The CYP, NXR, SLC transporter or SULT/UGT gene RT-PCR amplification products (PCR amplicons) were isolated and purified from the CYP, NXR, SLC transporter or SULT/UGT gene RT-PCR using the QIAquick PCR purification kit (Cat. No. 28104, QIAGEN Inc.) according to the manufacturer's instructions. In some cases the entire PCR was analysed by electrophoresis on an agarose gel [see below], the PCR product of interest excised from the gel and the PCR product purified using the MinElute gel extraction kit (Cat. No. 28604, QIAGEN Inc.) according to the manufacturer's instructions. After purification, the CYP, NXR, SLC transporter or SULT/UGT gene RT-PCR amplification products (PCR amplicons) were analysed by electrophoresis at 150V for 20 min in 1×TAE running buffer in an agarose gel [0.8% agarose, 1×TAE, 0.5 ug/ml ethidium bromide] with 4 μl of a Low DNA Mass Ladder (Cat. No. 10068-013, Invitrogen Life Technologies) to permit PCR amplicon sizing and quantitation.
The sequences of the cloned PCR amplicons, which are each unique portions of each of the known human CYP, NXR, SLC transporter or SULT/UGT genes, are verified.
A number of the purified CYP, NXR, SLC transporter or SULT/UGT gene RT-PCR amplification products (PCR amplicons) were cloned into pCR4-TOPO vectors using the TOPO TA Cloning Kit for Sequencing (Cat. No. K4575-40, Invitrogen Life Technologies) according to the manufacturer's instructions to verify the sequence of the purified CYP, NXR, SLC transporter or SULT/UGT gene PCR amplicon.
DNA sequence analysis was performed by MWG-Biotech. Sequence files from each clone were verified by comparison to the NCBI nucleotide database.
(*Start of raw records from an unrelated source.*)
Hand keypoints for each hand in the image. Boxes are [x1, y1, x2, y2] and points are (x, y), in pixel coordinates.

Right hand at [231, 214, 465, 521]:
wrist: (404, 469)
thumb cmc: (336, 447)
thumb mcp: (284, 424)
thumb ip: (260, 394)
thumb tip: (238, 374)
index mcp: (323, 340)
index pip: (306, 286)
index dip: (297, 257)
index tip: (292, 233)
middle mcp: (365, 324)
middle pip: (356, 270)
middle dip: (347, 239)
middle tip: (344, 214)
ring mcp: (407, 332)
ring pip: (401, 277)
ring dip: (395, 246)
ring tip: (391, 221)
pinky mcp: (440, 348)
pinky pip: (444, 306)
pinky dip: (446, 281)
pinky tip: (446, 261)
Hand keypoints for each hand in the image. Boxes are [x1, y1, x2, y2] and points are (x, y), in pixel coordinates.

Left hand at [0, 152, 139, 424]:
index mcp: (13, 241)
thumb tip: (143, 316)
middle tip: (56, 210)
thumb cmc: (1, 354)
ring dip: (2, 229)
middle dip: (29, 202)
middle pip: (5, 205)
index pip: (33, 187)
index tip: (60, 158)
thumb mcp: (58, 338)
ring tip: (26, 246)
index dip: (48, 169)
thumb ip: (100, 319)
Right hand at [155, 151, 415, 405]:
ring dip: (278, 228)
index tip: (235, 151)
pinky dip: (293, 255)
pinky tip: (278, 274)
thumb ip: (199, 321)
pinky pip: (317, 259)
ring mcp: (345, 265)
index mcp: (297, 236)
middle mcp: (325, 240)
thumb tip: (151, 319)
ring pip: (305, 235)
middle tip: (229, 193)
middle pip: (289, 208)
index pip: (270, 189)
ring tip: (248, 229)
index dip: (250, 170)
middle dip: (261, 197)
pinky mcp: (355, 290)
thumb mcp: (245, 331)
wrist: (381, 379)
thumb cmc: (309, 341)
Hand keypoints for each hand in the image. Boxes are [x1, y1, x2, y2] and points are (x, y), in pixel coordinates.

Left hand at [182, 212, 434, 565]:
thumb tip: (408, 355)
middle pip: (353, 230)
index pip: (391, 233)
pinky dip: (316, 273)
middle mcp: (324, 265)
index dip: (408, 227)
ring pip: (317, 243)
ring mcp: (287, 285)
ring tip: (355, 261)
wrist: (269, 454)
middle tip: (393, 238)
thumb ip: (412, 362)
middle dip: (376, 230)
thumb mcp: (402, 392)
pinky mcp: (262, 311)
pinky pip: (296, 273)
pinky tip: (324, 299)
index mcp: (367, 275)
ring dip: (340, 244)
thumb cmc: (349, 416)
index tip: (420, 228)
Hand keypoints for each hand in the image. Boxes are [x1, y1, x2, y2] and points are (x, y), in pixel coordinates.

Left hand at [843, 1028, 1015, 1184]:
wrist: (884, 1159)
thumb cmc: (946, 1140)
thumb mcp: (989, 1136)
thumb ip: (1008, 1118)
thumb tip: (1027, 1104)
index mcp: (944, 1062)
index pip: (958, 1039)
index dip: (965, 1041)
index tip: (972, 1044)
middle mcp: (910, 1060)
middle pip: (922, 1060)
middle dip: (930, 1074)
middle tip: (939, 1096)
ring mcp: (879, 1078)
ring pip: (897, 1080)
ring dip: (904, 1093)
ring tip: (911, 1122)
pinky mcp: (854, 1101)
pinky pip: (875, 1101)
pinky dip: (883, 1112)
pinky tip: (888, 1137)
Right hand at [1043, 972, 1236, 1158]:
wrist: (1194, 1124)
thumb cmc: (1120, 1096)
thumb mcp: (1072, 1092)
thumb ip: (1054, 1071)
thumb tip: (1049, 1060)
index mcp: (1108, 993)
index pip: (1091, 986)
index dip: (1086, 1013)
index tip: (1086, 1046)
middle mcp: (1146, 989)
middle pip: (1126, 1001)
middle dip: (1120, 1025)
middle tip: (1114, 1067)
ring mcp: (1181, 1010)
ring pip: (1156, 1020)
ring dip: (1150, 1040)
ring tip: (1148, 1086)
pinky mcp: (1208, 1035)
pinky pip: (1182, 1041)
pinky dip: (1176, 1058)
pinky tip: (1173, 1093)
1-2 μg of each of the purified CYP, NXR, SLC transporter or SULT/UGT gene vector-PCR amplification products (PCR amplicons) and 5 purified positive control vector-PCR amplification products (PCR amplicons) were aliquoted into individual wells of a CoStar SeroCluster 96 well U-bottom polypropylene microwell plate (source plate). The source plate was placed in a Speed-Vac concentrator (SPD101B, Savant Instruments Inc.) and dried under vacuum for 1 hour at 45° C. The dry RT-PCR amplification products (PCR amplicons) in the source plate were resuspended in 20 μl 1× NoAb Print Buffer (150 mM sodium phosphate pH 8.5, Cat. No. UAS0001PB, NoAb BioDiscoveries Inc.), sealed with mylar sealing tape (Cat. No. T-2162, Sigma Chemical Company) and dissolved by shaking at 300 rpm for 1 hour at room temperature on a microplate shaker (EAS2/4, SLT Lab Instruments).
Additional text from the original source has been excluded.